2.3. Gene amplification and plasmid construction
The plasmids utilized in this work were shown in Table 1. The PCR primers used were listed in Table 2. PCR reactions were performed with Q5® High-Fidelity DNA Polymerase (New England Biolabs). The gene sequence of AncA was divided into three parts and amplified from the genomic DNA of P. thymicola, respectively. The plasmid pYTU was digested with PacI and NotI. All of the fragments and linearized vector were gel purified using AxyPrep DNA Gel Extraction Kit (Axygen). The vector pYTU-AncA was constructed by in vivo yeast recombination. Three NRPS fragments and linearized vector pYTU were transformed into S. cerevisiae using yeast homologous recombination method as described by R Daniel Gietz subsequently (Gietz & Schiestl, 2007). All three DNA fragments for in vivo yeast recombination contained a minimum of 30 bp overlapping bases with the flanking fragments. The obtained yeast colonies were characterized by PCR. Yeast plasmids were isolated using Zymoprep™ (D2001) Kit (Zymo Research) and transformed into E. coli XL1-Blue cells. All plasmids were isolated using Axyprep Plasmid Miniprep Kit (Axygen) and confirmed by restriction enzyme digestion and sequencing.
Table 2.
PCR primer sets utilized in this study.
| Primers | Oligonucleotide sequences (5′−3′) | |
|---|---|---|
| For AncA amplification | AncA-P1 | CTTCATCCCCAGCATCATTACACCTCAGCATTAATTAAATGGCGGACTCTTGTTTATTT |
| AncA-P2 | GCCCACTTGCTCGTTAGG | |
| AncA-P3 | CTTGCTGGAATTGAGGAGAT | |
| AncA-P4 | GAAATAAAGTGGCACGAAAGT | |
| AncA-P5 | GATTGTGAAGAAATGCCTCG | |
| AncA-P6 | CTGCAGCCCGGGGGATCCACTAGTTCTAGAGCGGCCGCGCGTCGTCGTAGATTGGAT | |
| For transformant screening | AncA-test1-F | TTCCTGGAGACGAACTGGT |
| AncA-test1-R | TAGGAGACCGCTTGATGTAG | |
2.4. Transformation of A. nidulans
A. nidulans strain was used as the recipient host. Fungal protoplast preparation and transformation were performed as the description from our laboratory (Yan et al., 2019). The plasmids pYTU-AncA, pYTR and pYTP were co-transformation into A. nidulans to own the AncA overexpression strain A.n-AncA. Co-Transformation with plasmids pYTU, pYTR and pYTP were used as control. Transformants were verified using diagnostic PCR with appropriate primers (Table 2).
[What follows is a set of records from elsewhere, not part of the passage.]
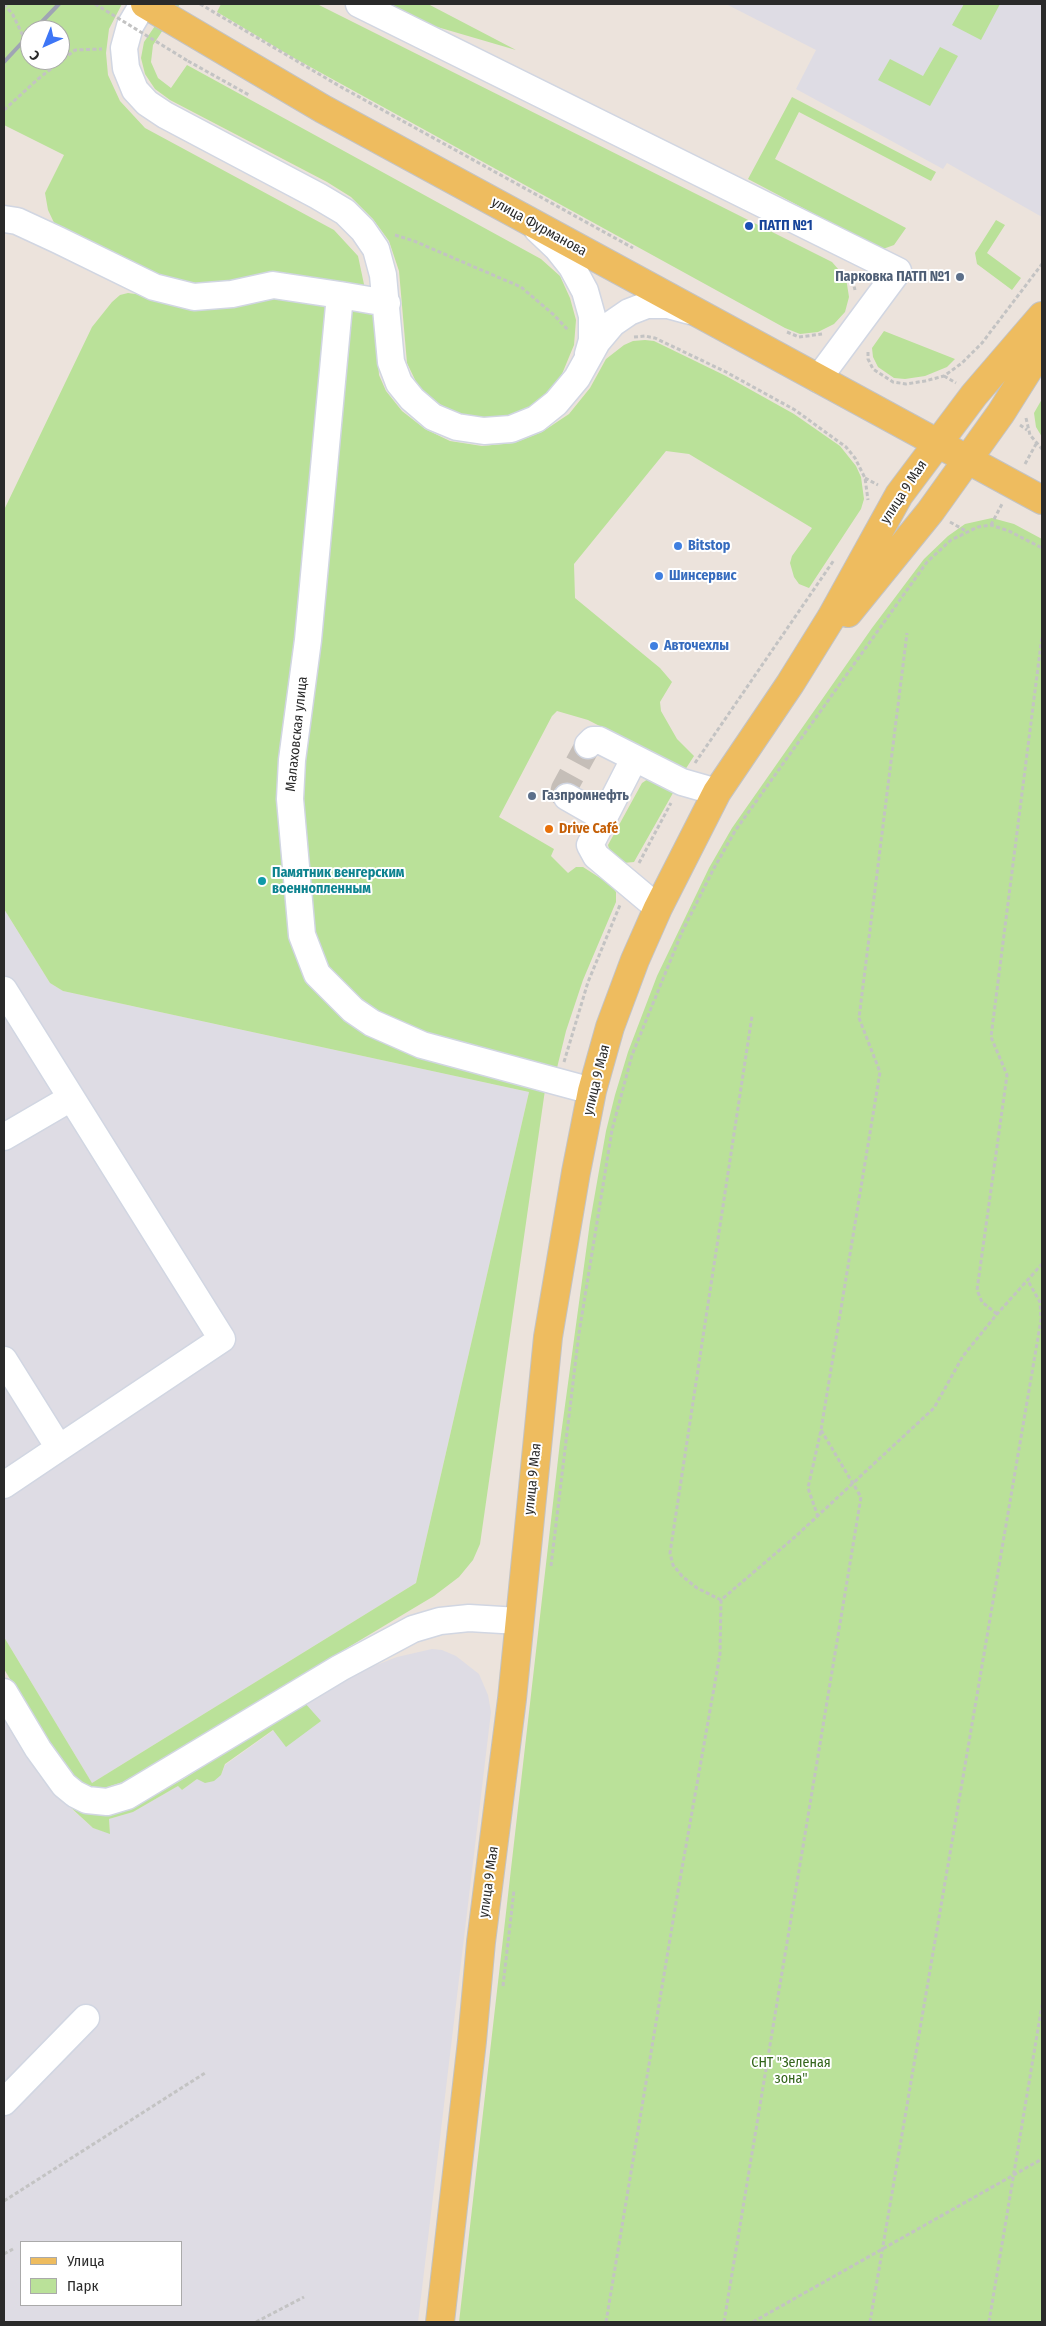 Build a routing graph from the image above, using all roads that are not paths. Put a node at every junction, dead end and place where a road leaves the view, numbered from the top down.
1 (359, 4) edge
2 (137, 6) edge
3 (4, 219) edge
4 (527, 220) junction
5 (340, 295) junction
6 (387, 303) junction
7 (691, 311) junction
8 (1042, 316) edge
9 (1042, 348) edge
10 (588, 356) junction
11 (818, 379) junction
12 (937, 444) junction
13 (968, 461) junction
14 (1042, 500) edge
15 (790, 684) junction
16 (588, 745) dead end
17 (634, 759) junction
18 (717, 792) junction
19 (567, 797) dead end
20 (602, 818) junction
21 (658, 908) junction
22 (4, 990) edge
23 (592, 1091) junction
24 (71, 1098) junction
25 (4, 1137) edge
26 (4, 1360) edge
27 (59, 1448) junction
28 (4, 1485) edge
29 (519, 1621) junction
30 (4, 1692) edge
31 (86, 2018) dead end
32 (4, 2102) edge
33 (440, 2322) edge

1 - 11 street
2 - 4 main road, улица Фурманова
2 - 6 street
3 - 5 street
4 - 7 main road, улица Фурманова
4 - 10 street
5 - 6 street
5 - 23 street, Малаховская улица
6 - 10 street
7 - 10 street
7 - 11 main road, улица Фурманова
8 - 12 main road, улица 9 Мая
9 - 13 main road, улица 9 Мая
11 - 12 main road, улица Фурманова
12 - 13 main road, улица Фурманова
12 - 15 main road, улица 9 Мая
13 - 14 main road, улица Фурманова
13 - 15 main road, улица 9 Мая
15 - 18 main road, улица 9 Мая
16 - 17 street
17 - 18 street
17 - 20 street
18 - 21 main road, улица 9 Мая
19 - 20 street
20 - 21 street
21 - 23 main road, улица 9 Мая
22 - 24 street
23 - 29 main road, улица 9 Мая
24 - 25 street
24 - 27 street
26 - 27 street
27 - 28 street
29 - 30 street
29 - 33 main road, улица 9 Мая
31 - 32 street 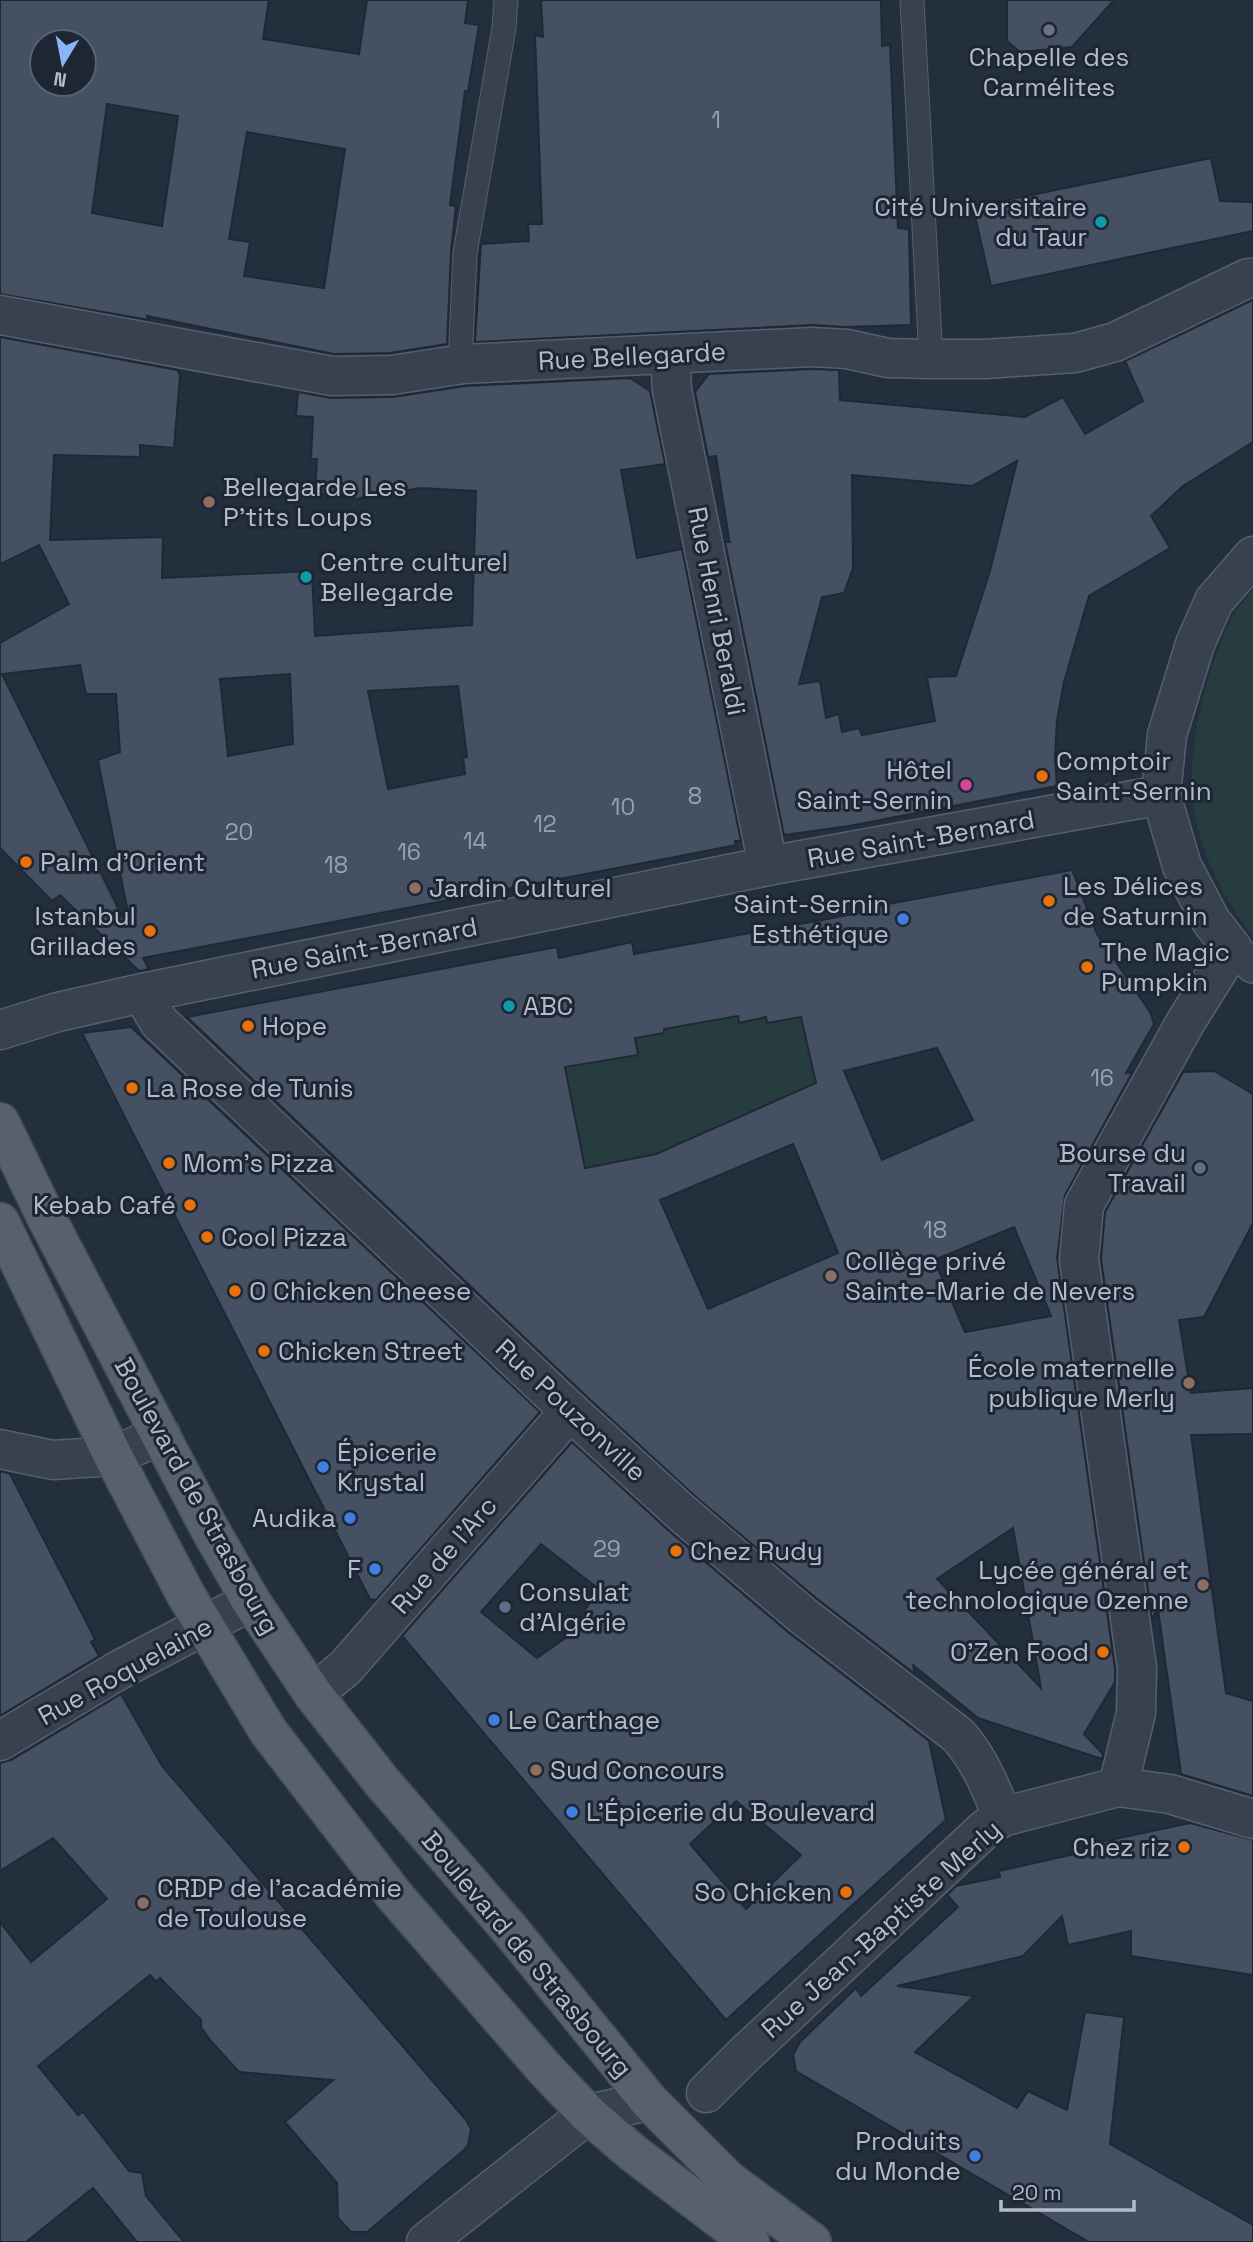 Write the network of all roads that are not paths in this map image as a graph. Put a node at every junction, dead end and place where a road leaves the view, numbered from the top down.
1 (506, 0) edge
2 (912, 0) edge
3 (1253, 278) edge
4 (0, 315) edge
5 (670, 355) junction
6 (931, 359) junction
7 (463, 364) junction
8 (1253, 556) edge
9 (1161, 795) junction
10 (768, 866) junction
11 (1243, 957) edge
12 (142, 993) junction
13 (0, 1030) edge
14 (0, 1122) edge
15 (0, 1222) edge
16 (570, 1411) junction
17 (161, 1436) junction
18 (0, 1449) edge
19 (113, 1456) junction
20 (251, 1601) junction
21 (206, 1627) junction
22 (313, 1694) junction
23 (0, 1741) edge
24 (1118, 1787) junction
25 (1002, 1817) junction
26 (1253, 1819) edge
27 (706, 2093) junction
28 (649, 2101) junction
29 (588, 2114) junction
30 (689, 2141) junction
31 (426, 2242) edge
32 (750, 2242) edge
33 (812, 2242) edge

1 - 7 lane
2 - 6 lane
3 - 6 street, Rue Bellegarde
4 - 7 street, Rue Bellegarde
5 - 6 street, Rue Bellegarde
5 - 7 street, Rue Bellegarde
5 - 10 street, Rue Henri Beraldi
8 - 9 street
9 - 10 street, Rue Saint-Bernard
9 - 11 street
10 - 12 street, Rue Saint-Bernard
11 - 24 street
12 - 13 street, Rue Saint-Bernard
12 - 16 street, Rue Pouzonville
14 - 17 main road, Boulevard de Strasbourg
15 - 19 main road, Boulevard de Strasbourg
16 - 22 street, Rue de l'Arc
16 - 25 street, Rue Pouzonville
17 - 19 street
17 - 20 main road, Boulevard de Strasbourg
18 - 19 street
19 - 21 main road, Boulevard de Strasbourg
20 - 21 street, Rue Roquelaine
20 - 22 main road, Boulevard de Strasbourg
21 - 23 street, Rue Roquelaine
21 - 29 main road, Boulevard de Strasbourg
22 - 28 main road, Boulevard de Strasbourg
24 - 25 street, Rue Jean-Baptiste Merly
24 - 26 street
25 - 27 street, Rue Jean-Baptiste Merly
27 - 28 street
27 - 30 street
28 - 29 street
28 - 30 main road, Boulevard de Strasbourg
29 - 30 street
29 - 31 street
29 - 32 main road, Boulevard de Strasbourg
30 - 33 main road, Boulevard de Strasbourg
2.5. Fermentation and LC-MS analysis
A. nidulans strain A.n-AncA was cultivated at 25 °C, 180 rpm in 5 mL liquid CD-ST medium (GMM liquid medium containing 20 g/L starch without glucose, 2% tryptone is added) for 5 d. The broth (2 mL) was extracted three times with ethyl acetate (EtOAc), the supernatant organic phase gave an oily residue (Labconco Corporation, Dry Evaporators, Concentrators & Cold Traps, MO, USA). The dried material was dissolved in 150 μL of acetonitrile (MeCN) and subjected to LC-MS analysis.
LC-MS were performed on a Waters ACQUITY H-Class UPLC-MS with QDA mass detector (ACQUITY UPLC® BEH, 1.7 μm, 50 mm × 2.1 mm, C18 column) using positive and negative mode electrospray ionization. LCMS grade MeCN and H2O (both with 0.02% formic acid, volume percentage) were used as the mobile phases. The solvent gradient for LC-MS analyses changed as follows: 0–8 min 5%−99% MeCN, 8–12 min 99% MeCN, with a flow rate of 0.4 mL/min.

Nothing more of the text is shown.